Pavel Panchekha


Share under CC-BY-SA.

WIP: Programming by Voice

Update: M. Arntzenius gave a great talk a few years ago about voice programming using the Talon voice typing system. I don't know how it is that I didn't think of voice typing systems but they're the well-developed answer here. Interestingly Arntzenius confirms a lot of points that I guessed at here (nominalism, integration with language) but also a lot of new ones (like the challenges of resolving ambiguity and handling errors).

Two years ago at PNW PLSE, I had a wonderful conversation with some folks about unorthodox language designs. What questions do functions, lambdas, and types not answer? I've been thinking about one topic in particular: how would you design a language for programming by voice?

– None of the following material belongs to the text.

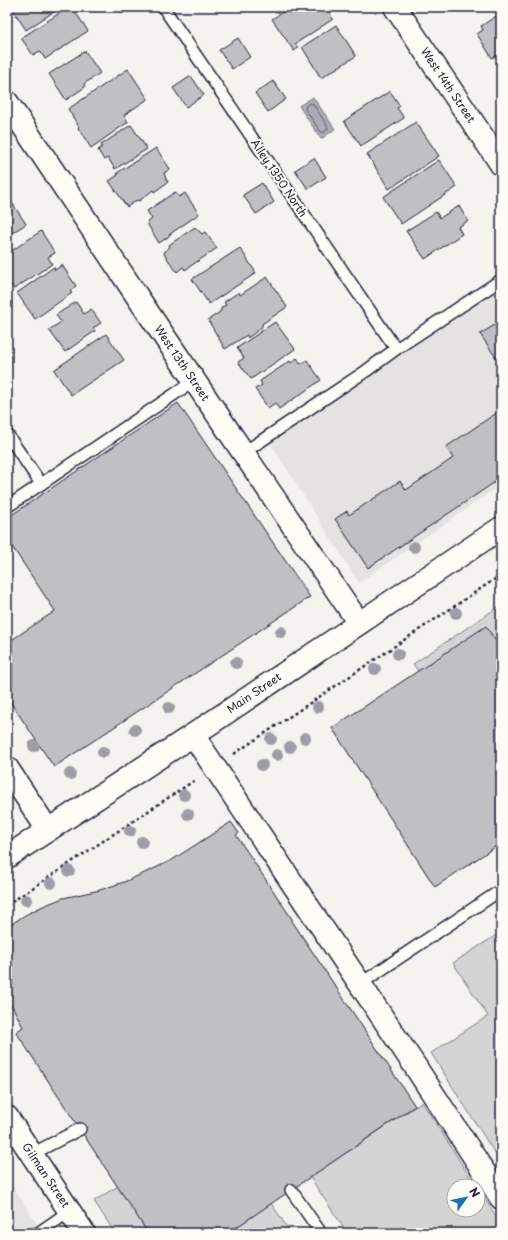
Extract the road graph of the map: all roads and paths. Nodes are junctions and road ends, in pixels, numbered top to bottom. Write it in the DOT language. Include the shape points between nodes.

There are lots of variations on this problem: does the user have a screen, or are they just speaking and listening? What kind of programs are they writing? I like to imagine programming Alexa by talking to it. “Alexa, start the drier one hour after I turn the bedroom lights off.” These programs are short, so you could imagine editing or reviewing them purely in conversation.

The language syntax

You can already program by voice with dictation software, but it requires you explicitly speaking each punctuation character—it's possible, but inconvenient. A language designed for speech should have a syntax made up of common words. I'd be inclined to avoid heavy nesting and design a language that is mostly flat.

Simple triggers, like the example above, seem well suited to the “if this then that” trigger-action style. It’s already been used in some popular automation tools. What is the overall power of such systems? How easy is it to write loops in them,1 [1 Say by triggering custom events and then reacting to them] and how important is that for the programs we want to write?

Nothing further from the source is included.